Release 0.4.0

Published on April 28th, 2021

Linfa's 0.4.0 release introduces four new algorithms, improves documentation of the ICA and K-means implementations, adds more benchmarks to K-Means and updates to ndarray's 0.14 version.

New algorithms

The Partial Least Squares Regression model family is added in this release. It projects the observable, as well as predicted variables to a latent space and maximizes the correlation for them. For problems with a large number of targets or collinear predictors it gives a better performance when compared to standard regression. For more information look into the documentation of linfa-pls.

A wrapper for Barnes-Hut t-SNE is also added in this release. The t-SNE algorithm is often used for data visualization and projects data in a high-dimensional space to a similar representation in two/three dimension. It does so by maximizing the Kullback-Leibler Divergence between the high dimensional source distribution to the target distribution. The Barnes-Hut approximation improves the runtime drastically while retaining the performance. Kudos to github/frjnn for providing an implementation!

A new preprocessing crate makes working with textual data and data normalization easy. It implements count-vectorizer and IT-IDF normalization for text pre-processing. Normalizations for signals include linear scaling, norm scaling and whitening with PCA/ZCA/choelsky. An example with a Naive Bayes model achieves 84% F1 score for predicting categories alt.atheism, talk.religion.misc, comp.graphics and sci.space on a news dataset.

Platt scaling calibrates a real-valued classification model to probabilities over two classes. This is used for the SV classification when probabilities are required. Further a multi class model, combining multiple binary models (e.g. calibrated SVM models) into a single multi-class model is also added.
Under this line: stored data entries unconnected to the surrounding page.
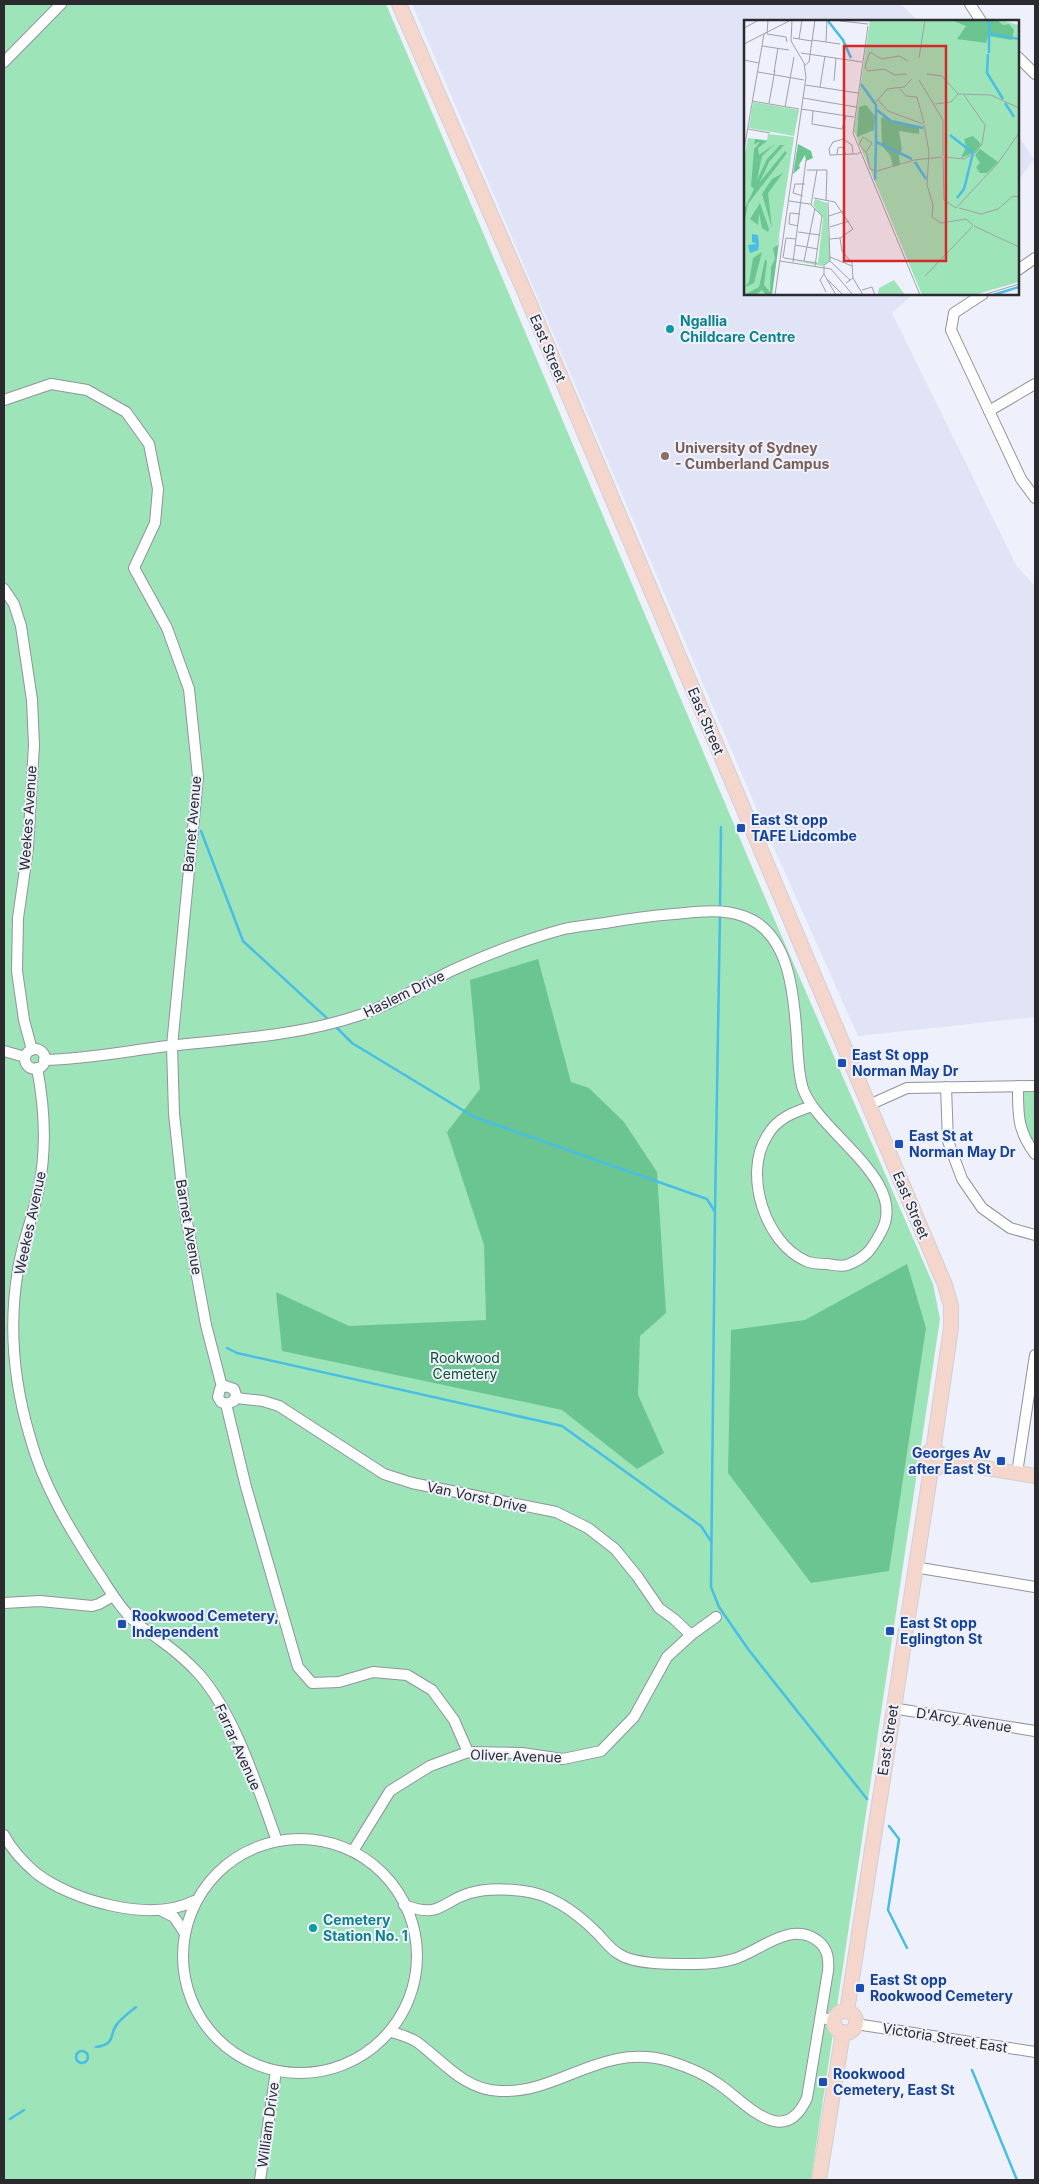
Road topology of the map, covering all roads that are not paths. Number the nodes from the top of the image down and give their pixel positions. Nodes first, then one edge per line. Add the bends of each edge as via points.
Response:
1 (60, 4) edge
2 (399, 4) edge
3 (970, 4) edge
4 (980, 20) edge
5 (1019, 58) edge
6 (4, 62) edge
7 (1035, 74) edge
8 (1035, 258) edge
9 (1019, 269) edge
10 (981, 295) edge
11 (1035, 384) edge
12 (4, 400) edge
13 (989, 411) junction
14 (1035, 498) edge
15 (4, 589) edge
16 (172, 1046) junction
17 (4, 1051) edge
18 (29, 1054) junction
19 (44, 1060) junction
20 (37, 1068) junction
21 (1018, 1086) junction
22 (1035, 1086) edge
23 (946, 1087) junction
24 (869, 1105) junction
25 (812, 1106) junction
26 (1035, 1154) edge
27 (1035, 1235) edge
28 (1035, 1355) edge
29 (222, 1387) junction
30 (236, 1398) junction
31 (226, 1404) junction
32 (935, 1460) junction
33 (1017, 1474) junction
34 (1035, 1476) edge
35 (914, 1567) junction
36 (1035, 1587) edge
37 (113, 1596) junction
38 (4, 1604) edge
39 (716, 1617) dead end
40 (691, 1635) junction
41 (892, 1708) junction
42 (1035, 1731) edge
43 (468, 1752) junction
44 (4, 1835) edge
45 (277, 1841) junction
46 (353, 1851) junction
47 (194, 1901) junction
48 (404, 1905) junction
49 (159, 1910) junction
50 (184, 1932) junction
51 (847, 2011) junction
52 (827, 2019) junction
53 (856, 2024) junction
54 (392, 2032) junction
55 (843, 2032) junction
56 (1035, 2052) edge
57 (276, 2071) junction
58 (260, 2180) edge
59 (819, 2180) edge

1 - 6 street
2 - 24 main road, East Street via 529,302
3 - 4 street
5 - 7 street
8 - 9 street
10 - 13 street via 954,313 951,330
11 - 13 street
12 - 16 street, Barnet Avenue via 52,384 87,390 126,412 149,444 158,489 155,523 134,568 167,628 189,689 198,777
13 - 14 street via 1021,479
15 - 18 street, Weekes Avenue via 14,604 21,626 32,700 34,745 28,848 18,918 17,972
16 - 19 street, Haslem Drive
16 - 25 street, Haslem Drive via 278,1035 339,1022 378,1008 453,970 565,929 646,916 708,911 743,916 760,924 774,939 785,962 794,996 799,1070
16 - 29 street, Barnet Avenue via 180,1180 206,1326
17 - 18 street
18 - 19 street via 41,1052
18 - 20 street via 28,1066
19 - 20 street via 43,1065
20 - 37 street, Weekes Avenue via 44,1148 38,1191 20,1259 14,1298 18,1386 30,1438 48,1488
21 - 22 street
21 - 23 street
21 - 26 street via 1021,1132
23 - 24 street via 907,1088
23 - 27 street via 948,1141 962,1179 982,1208 1010,1228
24 - 32 main road, East Street via 951,1306
25 - 25 street via 780,1120 766,1136 757,1164 759,1197 768,1221 783,1244 807,1262 844,1266 870,1252 887,1222 884,1194 859,1156 828,1127
28 - 33 street
29 - 30 street via 234,1389
29 - 31 street, Barnet Avenue via 218,1397
30 - 31 street
30 - 40 street, Van Vorst Drive via 279,1406 384,1474 421,1485 556,1512 588,1528 615,1549 659,1608
31 - 43 street, Barnet Avenue via 246,1487 298,1668 312,1683 339,1682 373,1672 407,1675 432,1690 454,1720
32 - 33 main road
32 - 35 main road, East Street
33 - 34 main road
35 - 36 street
35 - 41 main road, East Street
37 - 38 street via 92,1606 40,1601
37 - 45 street, Farrar Avenue via 133,1620 200,1675 214,1695 236,1737
39 - 40 street, Oliver Avenue
40 - 43 street, Oliver Avenue via 667,1657 634,1717 602,1751 563,1759 522,1753
41 - 42 street, D'Arcy Avenue
41 - 51 main road, East Street
43 - 46 street, Oliver Avenue via 430,1766 390,1791
44 - 49 street via 25,1863 61,1888 110,1905
45 - 46 street via 317,1838
45 - 47 street via 246,1852 223,1867 206,1882
46 - 48 street via 383,1876
47 - 49 street
47 - 50 street
48 - 52 street via 431,1911 470,1893 525,1891 561,1904 590,1926 619,1955 678,1964 722,1962 786,1935 805,1935 820,1942 828,1956
48 - 54 street via 415,1938 416,1972 407,2006
49 - 50 street via 174,1917
50 - 57 street via 186,1975 202,2014 215,2032 239,2052
51 - 52 main road
51 - 53 main road via 854,2015
52 - 54 street via 807,2098 794,2117 779,2122 756,2114 708,2078 655,2058 606,2060 532,2088 514,2091 483,2089 458,2076 415,2041
52 - 55 main road
53 - 55 main road via 851,2031
53 - 56 street, Victoria Street East
54 - 57 street via 370,2052 341,2068 311,2075
55 - 59 main road
57 - 58 street, William Drive

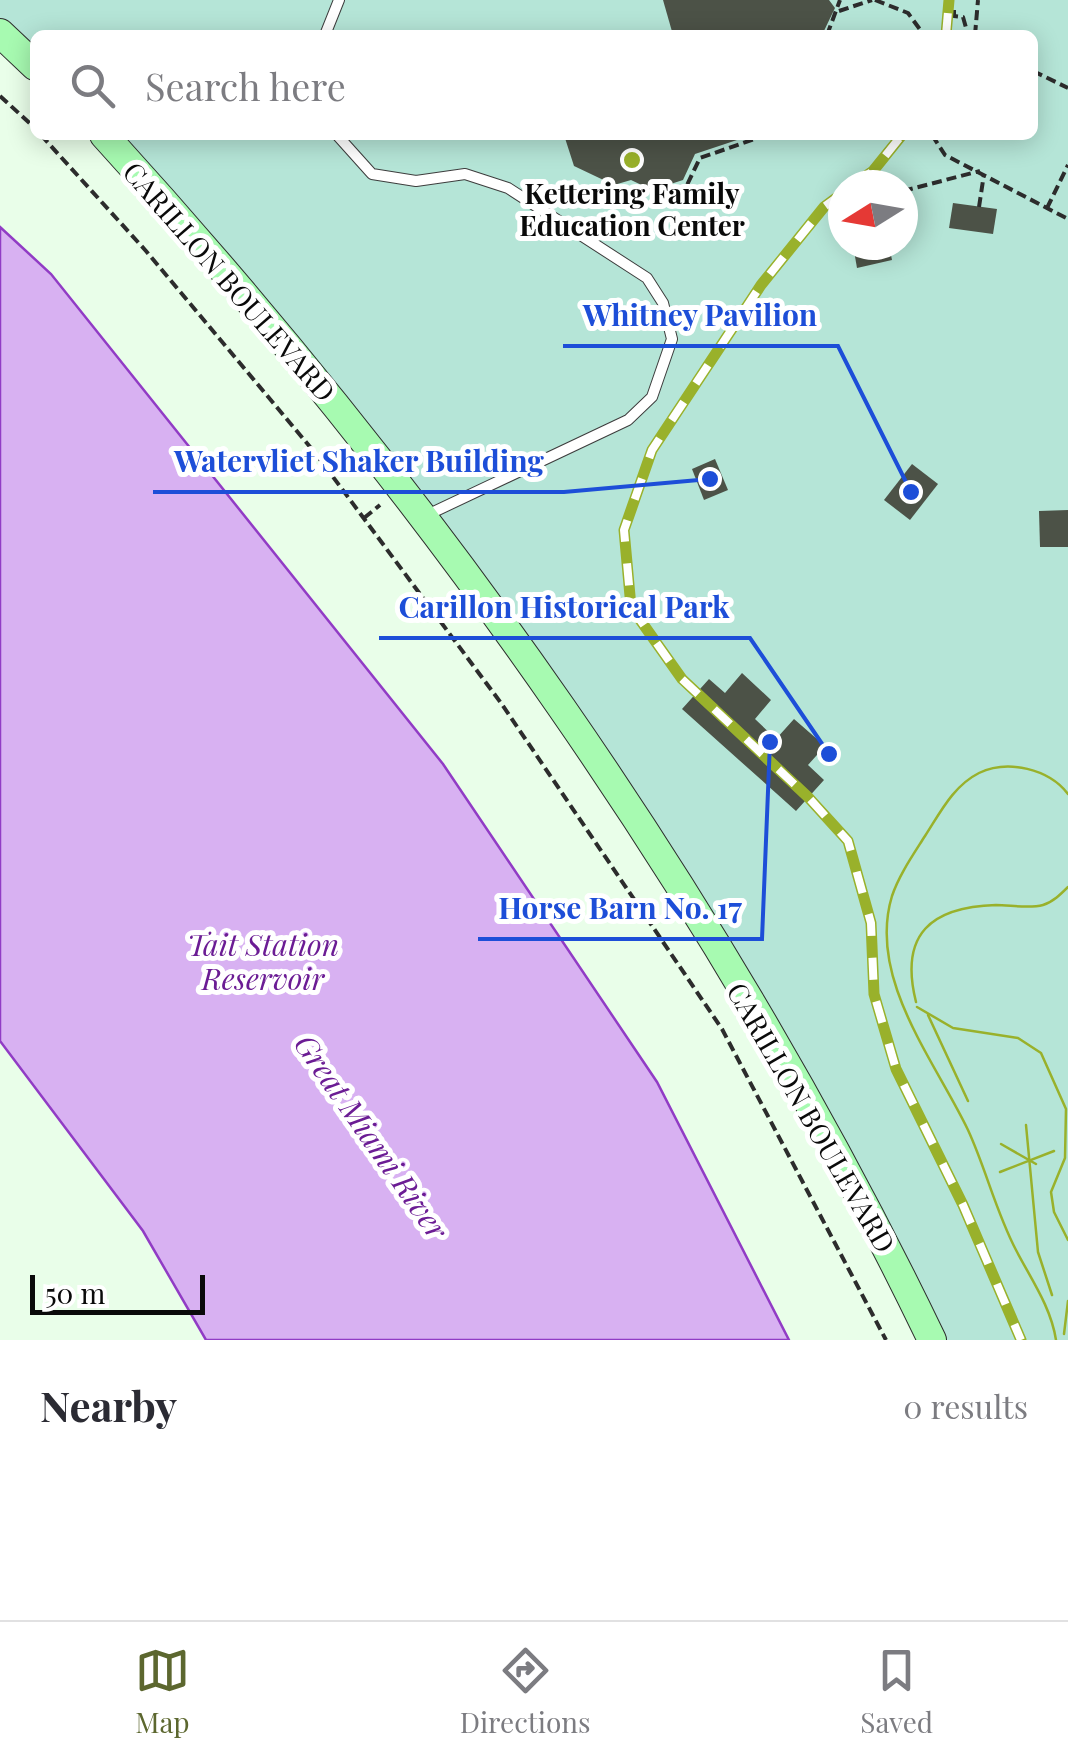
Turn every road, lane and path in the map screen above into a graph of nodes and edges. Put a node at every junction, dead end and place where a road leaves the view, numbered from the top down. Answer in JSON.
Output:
{"nodes":[{"id":1,"x":339,"y":0,"type":"edge"},
{"id":2,"x":840,"y":0,"type":"edge"},
{"id":3,"x":874,"y":0,"type":"edge"},
{"id":4,"x":978,"y":0,"type":"edge"},
{"id":5,"x":954,"y":10,"type":"dead end"},
{"id":6,"x":839,"y":11,"type":"junction"},
{"id":7,"x":327,"y":30,"type":"edge"},
{"id":8,"x":830,"y":30,"type":"edge"},
{"id":9,"x":920,"y":30,"type":"edge"},
{"id":10,"x":966,"y":30,"type":"edge"},
{"id":11,"x":975,"y":30,"type":"edge"},
{"id":12,"x":0,"y":33,"type":"edge"},
{"id":13,"x":30,"y":61,"type":"edge"},
{"id":14,"x":1038,"y":73,"type":"edge"},
{"id":15,"x":1068,"y":88,"type":"edge"},
{"id":16,"x":0,"y":96,"type":"edge"},
{"id":17,"x":30,"y":123,"type":"edge"},
{"id":18,"x":46,"y":140,"type":"edge"},
{"id":19,"x":108,"y":140,"type":"edge"},
{"id":20,"x":341,"y":140,"type":"edge"},
{"id":21,"x":752,"y":140,"type":"edge"},
{"id":22,"x":935,"y":140,"type":"edge"},
{"id":23,"x":1068,"y":165,"type":"edge"},
{"id":24,"x":982,"y":173,"type":"junction"},
{"id":25,"x":664,"y":186,"type":"dead end"},
{"id":26,"x":918,"y":188,"type":"edge"},
{"id":27,"x":978,"y":207,"type":"dead end"},
{"id":28,"x":1047,"y":208,"type":"junction"},
{"id":29,"x":1068,"y":219,"type":"edge"},
{"id":30,"x":423,"y":517,"type":"junction"},
{"id":31,"x":886,"y":1340,"type":"edge"},
{"id":32,"x":932,"y":1340,"type":"edge"}],
"edges":[{"from":1,"to":7,"type":"lane"},
{"from":2,"to":6,"type":"path"},
{"from":3,"to":6,"type":"path"},
{"from":3,"to":9,"type":"path"},
{"from":4,"to":11,"type":"path"},
{"from":5,"to":10,"type":"path"},
{"from":6,"to":8,"type":"path"},
{"from":12,"to":13,"type":"street"},
{"from":14,"to":15,"type":"path"},
{"from":16,"to":17,"type":"path"},
{"from":18,"to":31,"type":"path"},
{"from":19,"to":30,"type":"street","name":"CARILLON BOULEVARD"},
{"from":20,"to":30,"type":"lane"},
{"from":21,"to":25,"type":"path"},
{"from":22,"to":24,"type":"path"},
{"from":23,"to":28,"type":"path"},
{"from":24,"to":26,"type":"path"},
{"from":24,"to":27,"type":"path"},
{"from":24,"to":28,"type":"path"},
{"from":28,"to":29,"type":"path"},
{"from":30,"to":32,"type":"street","name":"CARILLON BOULEVARD"}]}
These composing models are moved to the linfa/src/composing/ subfolder.

Improvements

Numerous improvements are added to the KMeans implementation, thanks to @YuhanLiin. The implementation is optimized for offline training, an incremental training model is added and KMeans++/KMeans|| initialization gives good initial cluster means for medium and large datasets.

We also moved to ndarray's version 0.14 and introduced F::cast for simpler floating point casting. The trait signature of linfa::Fit is changed such that it always returns a Result and error handling is added for the linfa-logistic and linfa-reduction subcrates.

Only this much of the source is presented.